### PROBLEM TO WORK ON
Copy the data that follows exactly, and include none of its images.

### DATA SUPPLIED

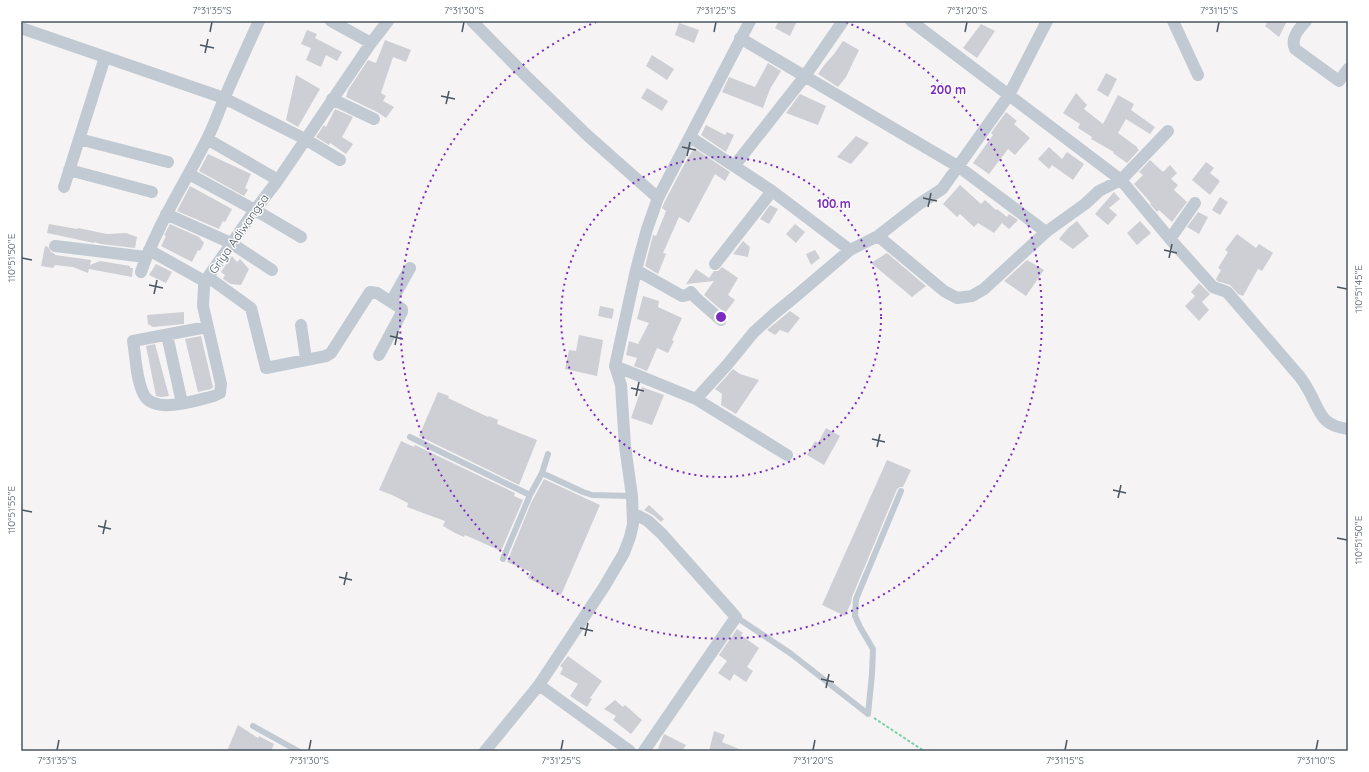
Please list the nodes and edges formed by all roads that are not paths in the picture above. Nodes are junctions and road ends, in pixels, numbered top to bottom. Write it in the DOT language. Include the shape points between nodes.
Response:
graph roads {
  1 [pos="259,21"];
  2 [pos="331,21"];
  3 [pos="388,21"];
  4 [pos="472,21"];
  5 [pos="750,21"];
  6 [pos="843,21"];
  7 [pos="911,21"];
  8 [pos="1047,21"];
  9 [pos="1173,21"];
  10 [pos="1306,21"];
  11 [pos="21,28"];
  12 [pos="740,38"];
  13 [pos="372,42"];
  14 [pos="105,57"];
  15 [pos="1348,69"];
  16 [pos="1198,75"];
  17 [pos="805,76"];
  18 [pos="1344,83"];
  19 [pos="1010,95"];
  20 [pos="224,98"];
  21 [pos="332,99"];
  22 [pos="374,120"];
  23 [pos="1168,131"];
  24 [pos="690,137"];
  25 [pos="79,139"];
  26 [pos="207,139"];
  27 [pos="305,139"];
  28 [pos="340,160"];
  29 [pos="168,162"];
  30 [pos="735,165"];
  31 [pos="959,167"];
  32 [pos="69,170"];
  33 [pos="189,174"];
  34 [pos="278,180"];
  35 [pos="1121,180"];
  36 [pos="64,187"];
  37 [pos="772,191"];
  38 [pos="152,192"];
  39 [pos="658,198"];
  40 [pos="1195,202"];
  41 [pos="255,210"];
  42 [pos="166,214"];
  43 [pos="1046,232"];
  44 [pos="878,236"];
  45 [pos="301,237"];
  46 [pos="1170,239"];
  47 [pos="231,243"];
  48 [pos="54,246"];
  49 [pos="850,250"];
  50 [pos="147,253"];
  51 [pos="715,264"];
  52 [pos="410,268"];
  53 [pos="272,270"];
  54 [pos="636,270"];
  55 [pos="141,272"];
  56 [pos="207,280"];
  57 [pos="391,302"];
  58 [pos="721,320"];
  59 [pos="301,325"];
  60 [pos="207,327"];
  61 [pos="167,335"];
  62 [pos="379,355"];
  63 [pos="306,359"];
  64 [pos="615,366"];
  65 [pos="696,399"];
  66 [pos="182,403"];
  67 [pos="1348,429"];
  68 [pos="410,437"];
  69 [pos="548,454"];
  70 [pos="787,456"];
  71 [pos="542,473"];
  72 [pos="901,491"];
  73 [pos="530,495"];
  74 [pos="632,496"];
  75 [pos="633,513"];
  76 [pos="503,559"];
  77 [pos="736,617"];
  78 [pos="539,685"];
  79 [pos="253,726"];
  80 [pos="298,751"];
  81 [pos="485,751"];
  82 [pos="630,751"];
  83 [pos="644,751"];
  1 -- 20 [label="street"];
  2 -- 13 [label="street"];
  3 -- 13 [label="street, Griya Adiwangsa"];
  4 -- 39 [label="street" via="587,135"];
  5 -- 12 [label="street"];
  6 -- 17 [label="street"];
  7 -- 19 [label="street"];
  8 -- 19 [label="street"];
  9 -- 16 [label="street"];
  10 -- 18 [label="street" via="1294,36 1295,49"];
  11 -- 14 [label="street"];
  12 -- 17 [label="street"];
  12 -- 24 [label="street"];
  13 -- 21 [label="street, Griya Adiwangsa"];
  14 -- 20 [label="street"];
  14 -- 25 [label="street"];
  15 -- 18 [label="street"];
  17 -- 30 [label="street"];
  17 -- 31 [label="street"];
  19 -- 31 [label="street"];
  19 -- 35 [label="street"];
  20 -- 26 [label="street"];
  20 -- 27 [label="street"];
  21 -- 22 [label="street"];
  21 -- 27 [label="street, Griya Adiwangsa"];
  23 -- 35 [label="street"];
  24 -- 30 [label="street"];
  24 -- 39 [label="street"];
  25 -- 29 [label="street"];
  25 -- 32 [label="street"];
  26 -- 33 [label="street"];
  26 -- 34 [label="street"];
  27 -- 28 [label="street"];
  27 -- 34 [label="street, Griya Adiwangsa"];
  30 -- 37 [label="street"];
  31 -- 43 [label="street"];
  31 -- 44 [label="street" via="942,189"];
  32 -- 36 [label="street"];
  32 -- 38 [label="street"];
  33 -- 41 [label="street"];
  33 -- 42 [label="street"];
  34 -- 41 [label="street, Griya Adiwangsa"];
  35 -- 43 [label="street" via="1099,191"];
  35 -- 46 [label="street"];
  37 -- 49 [label="street"];
  37 -- 51 [label="street"];
  39 -- 54 [label="street"];
  40 -- 46 [label="street"];
  41 -- 45 [label="street"];
  41 -- 47 [label="street, Griya Adiwangsa"];
  42 -- 47 [label="street"];
  42 -- 50 [label="street"];
  43 -- 44 [label="street" via="984,289 972,296 958,298 944,291"];
  44 -- 49 [label="street"];
  46 -- 67 [label="street" via="1213,287 1227,292 1300,377 1321,416 1334,427"];
  47 -- 53 [label="street"];
  47 -- 56 [label="street, Griya Adiwangsa"];
  48 -- 50 [label="street"];
  49 -- 65 [label="street" via="754,332"];
  50 -- 55 [label="street"];
  50 -- 56 [label="street"];
  52 -- 57 [label="street"];
  54 -- 58 [label="street" via="682,296 687,296 691,292"];
  54 -- 64 [label="street"];
  56 -- 60 [label="street, Griya Adiwangsa" via="204,286 203,306"];
  56 -- 63 [label="street" via="251,308 266,368"];
  57 -- 62 [label="street" via="402,309 402,312"];
  57 -- 63 [label="street" via="370,292 331,353"];
  59 -- 63 [label="street"];
  60 -- 61 [label="street"];
  60 -- 66 [label="street, Griya Adiwangsa" via="221,384 220,393"];
  61 -- 66 [label="street"];
  61 -- 66 [label="street, Griya Adiwangsa" via="133,341 139,379 144,395 154,404"];
  64 -- 65 [label="street"];
  64 -- 74 [label="street" via="621,385 625,446"];
  65 -- 70 [label="street"];
  68 -- 73 [label="lane"];
  69 -- 71 [label="lane"];
  71 -- 73 [label="lane"];
  71 -- 74 [label="lane" via="592,495"];
  72 -- 77 [label="lane" via="856,599 855,616 873,649 868,714 790,653"];
  73 -- 76 [label="lane"];
  74 -- 75 [label="street"];
  75 -- 77 [label="street" via="648,521 662,534"];
  75 -- 78 [label="street" via="630,537 624,553"];
  77 -- 83 [label="street"];
  78 -- 81 [label="street"];
  78 -- 82 [label="street"];
  79 -- 80 [label="lane"];
}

### RESPONSE BELOW
Please list the nodes and edges formed by all roads that are not paths in the picture above. Nodes are junctions and road ends, in pixels, numbered top to bottom. Write it in the DOT language. Include the shape points between nodes.
Response:
graph roads {
  1 [pos="259,21"];
  2 [pos="331,21"];
  3 [pos="388,21"];
  4 [pos="472,21"];
  5 [pos="750,21"];
  6 [pos="843,21"];
  7 [pos="911,21"];
  8 [pos="1047,21"];
  9 [pos="1173,21"];
  10 [pos="1306,21"];
  11 [pos="21,28"];
  12 [pos="740,38"];
  13 [pos="372,42"];
  14 [pos="105,57"];
  15 [pos="1348,69"];
  16 [pos="1198,75"];
  17 [pos="805,76"];
  18 [pos="1344,83"];
  19 [pos="1010,95"];
  20 [pos="224,98"];
  21 [pos="332,99"];
  22 [pos="374,120"];
  23 [pos="1168,131"];
  24 [pos="690,137"];
  25 [pos="79,139"];
  26 [pos="207,139"];
  27 [pos="305,139"];
  28 [pos="340,160"];
  29 [pos="168,162"];
  30 [pos="735,165"];
  31 [pos="959,167"];
  32 [pos="69,170"];
  33 [pos="189,174"];
  34 [pos="278,180"];
  35 [pos="1121,180"];
  36 [pos="64,187"];
  37 [pos="772,191"];
  38 [pos="152,192"];
  39 [pos="658,198"];
  40 [pos="1195,202"];
  41 [pos="255,210"];
  42 [pos="166,214"];
  43 [pos="1046,232"];
  44 [pos="878,236"];
  45 [pos="301,237"];
  46 [pos="1170,239"];
  47 [pos="231,243"];
  48 [pos="54,246"];
  49 [pos="850,250"];
  50 [pos="147,253"];
  51 [pos="715,264"];
  52 [pos="410,268"];
  53 [pos="272,270"];
  54 [pos="636,270"];
  55 [pos="141,272"];
  56 [pos="207,280"];
  57 [pos="391,302"];
  58 [pos="721,320"];
  59 [pos="301,325"];
  60 [pos="207,327"];
  61 [pos="167,335"];
  62 [pos="379,355"];
  63 [pos="306,359"];
  64 [pos="615,366"];
  65 [pos="696,399"];
  66 [pos="182,403"];
  67 [pos="1348,429"];
  68 [pos="410,437"];
  69 [pos="548,454"];
  70 [pos="787,456"];
  71 [pos="542,473"];
  72 [pos="901,491"];
  73 [pos="530,495"];
  74 [pos="632,496"];
  75 [pos="633,513"];
  76 [pos="503,559"];
  77 [pos="736,617"];
  78 [pos="539,685"];
  79 [pos="253,726"];
  80 [pos="298,751"];
  81 [pos="485,751"];
  82 [pos="630,751"];
  83 [pos="644,751"];
  1 -- 20 [label="street"];
  2 -- 13 [label="street"];
  3 -- 13 [label="street, Griya Adiwangsa"];
  4 -- 39 [label="street" via="587,135"];
  5 -- 12 [label="street"];
  6 -- 17 [label="street"];
  7 -- 19 [label="street"];
  8 -- 19 [label="street"];
  9 -- 16 [label="street"];
  10 -- 18 [label="street" via="1294,36 1295,49"];
  11 -- 14 [label="street"];
  12 -- 17 [label="street"];
  12 -- 24 [label="street"];
  13 -- 21 [label="street, Griya Adiwangsa"];
  14 -- 20 [label="street"];
  14 -- 25 [label="street"];
  15 -- 18 [label="street"];
  17 -- 30 [label="street"];
  17 -- 31 [label="street"];
  19 -- 31 [label="street"];
  19 -- 35 [label="street"];
  20 -- 26 [label="street"];
  20 -- 27 [label="street"];
  21 -- 22 [label="street"];
  21 -- 27 [label="street, Griya Adiwangsa"];
  23 -- 35 [label="street"];
  24 -- 30 [label="street"];
  24 -- 39 [label="street"];
  25 -- 29 [label="street"];
  25 -- 32 [label="street"];
  26 -- 33 [label="street"];
  26 -- 34 [label="street"];
  27 -- 28 [label="street"];
  27 -- 34 [label="street, Griya Adiwangsa"];
  30 -- 37 [label="street"];
  31 -- 43 [label="street"];
  31 -- 44 [label="street" via="942,189"];
  32 -- 36 [label="street"];
  32 -- 38 [label="street"];
  33 -- 41 [label="street"];
  33 -- 42 [label="street"];
  34 -- 41 [label="street, Griya Adiwangsa"];
  35 -- 43 [label="street" via="1099,191"];
  35 -- 46 [label="street"];
  37 -- 49 [label="street"];
  37 -- 51 [label="street"];
  39 -- 54 [label="street"];
  40 -- 46 [label="street"];
  41 -- 45 [label="street"];
  41 -- 47 [label="street, Griya Adiwangsa"];
  42 -- 47 [label="street"];
  42 -- 50 [label="street"];
  43 -- 44 [label="street" via="984,289 972,296 958,298 944,291"];
  44 -- 49 [label="street"];
  46 -- 67 [label="street" via="1213,287 1227,292 1300,377 1321,416 1334,427"];
  47 -- 53 [label="street"];
  47 -- 56 [label="street, Griya Adiwangsa"];
  48 -- 50 [label="street"];
  49 -- 65 [label="street" via="754,332"];
  50 -- 55 [label="street"];
  50 -- 56 [label="street"];
  52 -- 57 [label="street"];
  54 -- 58 [label="street" via="682,296 687,296 691,292"];
  54 -- 64 [label="street"];
  56 -- 60 [label="street, Griya Adiwangsa" via="204,286 203,306"];
  56 -- 63 [label="street" via="251,308 266,368"];
  57 -- 62 [label="street" via="402,309 402,312"];
  57 -- 63 [label="street" via="370,292 331,353"];
  59 -- 63 [label="street"];
  60 -- 61 [label="street"];
  60 -- 66 [label="street, Griya Adiwangsa" via="221,384 220,393"];
  61 -- 66 [label="street"];
  61 -- 66 [label="street, Griya Adiwangsa" via="133,341 139,379 144,395 154,404"];
  64 -- 65 [label="street"];
  64 -- 74 [label="street" via="621,385 625,446"];
  65 -- 70 [label="street"];
  68 -- 73 [label="lane"];
  69 -- 71 [label="lane"];
  71 -- 73 [label="lane"];
  71 -- 74 [label="lane" via="592,495"];
  72 -- 77 [label="lane" via="856,599 855,616 873,649 868,714 790,653"];
  73 -- 76 [label="lane"];
  74 -- 75 [label="street"];
  75 -- 77 [label="street" via="648,521 662,534"];
  75 -- 78 [label="street" via="630,537 624,553"];
  77 -- 83 [label="street"];
  78 -- 81 [label="street"];
  78 -- 82 [label="street"];
  79 -- 80 [label="lane"];
}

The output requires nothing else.